### DATA:
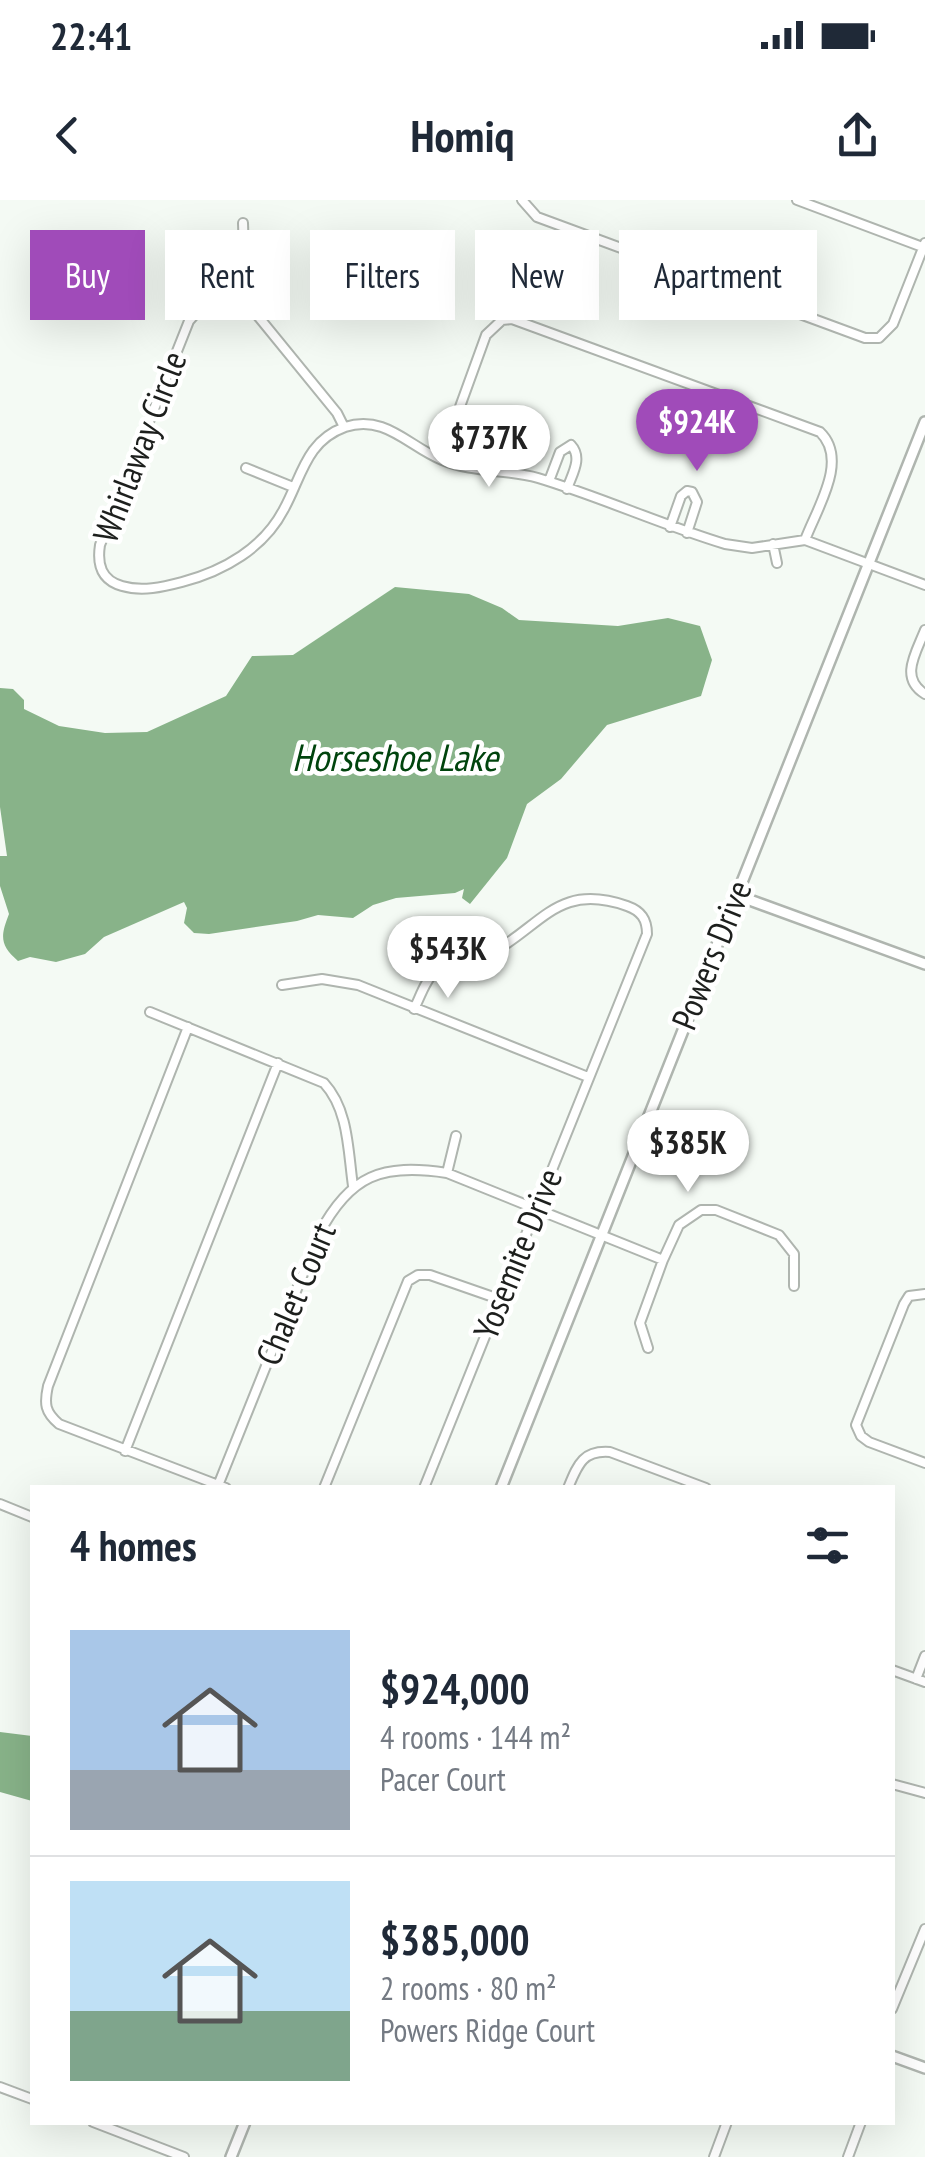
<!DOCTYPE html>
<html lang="en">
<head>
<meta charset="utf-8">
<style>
  :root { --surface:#fff; --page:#f2f2f3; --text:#1f2937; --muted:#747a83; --line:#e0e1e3; --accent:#a04bb9 }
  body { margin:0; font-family:"PT Sans Narrow",sans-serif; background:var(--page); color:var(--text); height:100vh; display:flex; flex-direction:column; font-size:38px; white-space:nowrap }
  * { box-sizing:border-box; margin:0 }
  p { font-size:32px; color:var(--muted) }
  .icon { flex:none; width:55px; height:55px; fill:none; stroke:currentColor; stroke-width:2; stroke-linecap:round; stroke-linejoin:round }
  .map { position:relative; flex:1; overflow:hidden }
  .panel { position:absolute; left:30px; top:1285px; width:865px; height:640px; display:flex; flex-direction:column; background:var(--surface); border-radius:0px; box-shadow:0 10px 40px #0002 }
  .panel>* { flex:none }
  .guide { position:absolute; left:30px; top:30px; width:865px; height:90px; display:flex; gap:20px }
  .price { position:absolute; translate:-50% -85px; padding:0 22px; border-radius:35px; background:#fff; color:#222; font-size:32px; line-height:65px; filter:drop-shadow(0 2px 5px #0008) }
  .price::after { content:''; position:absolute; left:50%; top:60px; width:30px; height:22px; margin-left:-15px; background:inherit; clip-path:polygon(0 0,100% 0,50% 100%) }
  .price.on { background:var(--accent); color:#fff }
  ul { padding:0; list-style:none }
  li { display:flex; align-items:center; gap:30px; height:250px; padding:0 40px }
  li+li { border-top:2px solid var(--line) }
  li span { display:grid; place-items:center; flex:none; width:280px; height:200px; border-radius:0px; color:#555 }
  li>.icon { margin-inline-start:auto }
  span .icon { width:120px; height:120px; fill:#fffc; stroke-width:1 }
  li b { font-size:42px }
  h2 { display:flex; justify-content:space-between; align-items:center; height:120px; padding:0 40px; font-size:42px }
  .chip { padding:0 35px; border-radius:0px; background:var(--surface); box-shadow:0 10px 40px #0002; font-size:35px; line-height:90px }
  .chip.on { background:var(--accent); color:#fff }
  .status { display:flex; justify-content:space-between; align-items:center; height:70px; padding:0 50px; background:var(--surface); direction:ltr }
  .status svg { height:28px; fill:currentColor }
  header { display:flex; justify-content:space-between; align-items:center; height:130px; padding:0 40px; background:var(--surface); font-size:45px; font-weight:800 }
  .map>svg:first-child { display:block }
</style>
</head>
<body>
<div class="status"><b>22:41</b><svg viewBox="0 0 49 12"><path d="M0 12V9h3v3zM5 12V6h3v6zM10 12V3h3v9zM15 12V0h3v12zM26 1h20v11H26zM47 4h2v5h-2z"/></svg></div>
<header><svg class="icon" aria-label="back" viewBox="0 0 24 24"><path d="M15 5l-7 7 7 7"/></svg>Homiq<svg class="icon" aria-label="share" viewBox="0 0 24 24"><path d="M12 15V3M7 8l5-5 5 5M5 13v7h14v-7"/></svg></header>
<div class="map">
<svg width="925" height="1957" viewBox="0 0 925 1957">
  <rect width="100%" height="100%" fill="#f4faf4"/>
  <path fill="#88b389" d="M395,387L469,394L502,408L519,420L618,426L668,418L700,426L712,460L701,496L607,525L561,579L527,604L507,658L470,704L462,698L464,689L455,693L396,698L373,705L353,718L318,715L297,721L209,734L194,733L184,723L187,708L184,702L104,737L85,754L56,762L30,757L18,761C0,745 0,737 9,714L0,686V656H7L0,607V488L13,489L24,500V509L59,526L105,533L147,532L226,496L252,456L293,455Z
    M0,1532L32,1536V1601L0,1592Z"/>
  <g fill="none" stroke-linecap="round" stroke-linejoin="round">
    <g stroke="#afb5af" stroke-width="12">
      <path id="minor" d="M522,0L537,17L865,138H879L893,124L925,43
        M797,0L925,48
        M243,23L245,84L243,102
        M344,227L337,213L253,110C229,90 207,98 189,121L100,345C97,364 101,380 122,386C142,392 163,387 182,382C224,371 264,348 284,309C302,276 306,241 345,227C385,214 408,246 442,260C473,273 506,269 538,278C601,297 662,325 725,344L752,348L805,340L925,385
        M441,259L486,135L502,120L512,119L820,232C849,260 817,308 805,340
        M246,268L293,287
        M549,281L560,252L571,245C583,258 572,274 567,289
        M670,327L681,296L687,291L692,292L697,302L687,333
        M773,344L777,363
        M925,430C916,453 899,478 925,494
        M282,785L322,779L358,785L588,877
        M414,809C421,795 426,778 438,769C452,759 474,762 490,754C543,725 558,682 627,706C641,711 647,719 647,734L424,1288
        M150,812L324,883C349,910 348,952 353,986
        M188,827L48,1186C44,1204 45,1212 59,1224L226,1288
        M447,973L456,936
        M925,1094L909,1096L904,1104L856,1225L861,1236L869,1242L925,1263
        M648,1148L640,1123L663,1060L679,1025L701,1010H716L779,1035L794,1054V1086
        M125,1251L278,863
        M217,1288L319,1034C350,975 382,963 447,973L663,1060
        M324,1288L408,1081L418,1075H430L499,1099
        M568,1288C578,1264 583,1250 610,1252L706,1288
        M0,1304L32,1317
        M892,1470L925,1482
        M916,1479L925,1456
        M892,1584L925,1593
        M892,1809L925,1729
        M0,1887L32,1899
        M93,1922L184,1957
        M714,1957L727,1922
        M848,1957L861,1922"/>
    </g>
    <g stroke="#afb5af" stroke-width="14">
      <path id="tertiary" d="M736,695L925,764
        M501,1288L925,222
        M892,1856L925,1868
        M231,1957L245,1922"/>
    </g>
    <use href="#minor" stroke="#fff" stroke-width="8"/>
    <use href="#tertiary" stroke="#fff" stroke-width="9"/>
  </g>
  <g text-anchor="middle" stroke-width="9" stroke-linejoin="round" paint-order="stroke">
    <g font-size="35" fill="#1d1f1d" stroke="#fff">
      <text transform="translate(140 247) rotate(-69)" y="12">Whirlaway Circle</text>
      <text transform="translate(712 755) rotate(-68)" y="12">Powers Drive</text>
      <text transform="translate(518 1054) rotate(-68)" y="12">Yosemite Drive</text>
      <text transform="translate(296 1094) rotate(-67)" y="12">Chalet Court</text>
    </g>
    <g font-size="38" font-style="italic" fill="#00440d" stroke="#fff">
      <text x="395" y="571">Horseshoe Lake</text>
    </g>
  </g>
</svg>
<b class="price on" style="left:697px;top:274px">$924K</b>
<b class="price" style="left:489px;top:290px">$737K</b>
<b class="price" style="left:448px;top:801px">$543K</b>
<b class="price" style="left:688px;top:995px">$385K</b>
<div class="guide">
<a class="chip on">Buy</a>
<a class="chip">Rent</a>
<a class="chip">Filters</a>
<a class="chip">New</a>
<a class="chip">Apartment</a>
</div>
<section class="panel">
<h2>4 homes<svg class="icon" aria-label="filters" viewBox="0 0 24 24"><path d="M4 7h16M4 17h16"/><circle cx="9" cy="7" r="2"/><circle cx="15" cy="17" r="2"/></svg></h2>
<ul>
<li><span style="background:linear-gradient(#a9c7e8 70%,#9aa5b1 0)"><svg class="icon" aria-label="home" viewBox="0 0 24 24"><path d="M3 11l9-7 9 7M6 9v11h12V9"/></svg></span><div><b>$924,000</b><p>4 rooms · 144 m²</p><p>Pacer Court</p></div></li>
<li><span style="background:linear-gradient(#bfe0f5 65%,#7fa58c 0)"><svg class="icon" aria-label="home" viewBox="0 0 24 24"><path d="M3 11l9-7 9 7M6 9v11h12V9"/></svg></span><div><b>$385,000</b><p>2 rooms · 80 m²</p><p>Powers Ridge Court</p></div></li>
</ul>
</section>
</div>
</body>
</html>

### ACTIVITY:
Restate the material word for word from its first line through the line containing "position:absolute; translate:-50% -85px;", both included; the pictures do not belong in it.

### TASK ANSWER:
<!DOCTYPE html>
<html lang="en">
<head>
<meta charset="utf-8">
<style>
  :root { --surface:#fff; --page:#f2f2f3; --text:#1f2937; --muted:#747a83; --line:#e0e1e3; --accent:#a04bb9 }
  body { margin:0; font-family:"PT Sans Narrow",sans-serif; background:var(--page); color:var(--text); height:100vh; display:flex; flex-direction:column; font-size:38px; white-space:nowrap }
  * { box-sizing:border-box; margin:0 }
  p { font-size:32px; color:var(--muted) }
  .icon { flex:none; width:55px; height:55px; fill:none; stroke:currentColor; stroke-width:2; stroke-linecap:round; stroke-linejoin:round }
  .map { position:relative; flex:1; overflow:hidden }
  .panel { position:absolute; left:30px; top:1285px; width:865px; height:640px; display:flex; flex-direction:column; background:var(--surface); border-radius:0px; box-shadow:0 10px 40px #0002 }
  .panel>* { flex:none }
  .guide { position:absolute; left:30px; top:30px; width:865px; height:90px; display:flex; gap:20px }
  .price { position:absolute; translate:-50% -85px; padding:0 22px; border-radius:35px; background:#fff; color:#222; font-size:32px; line-height:65px; filter:drop-shadow(0 2px 5px #0008) }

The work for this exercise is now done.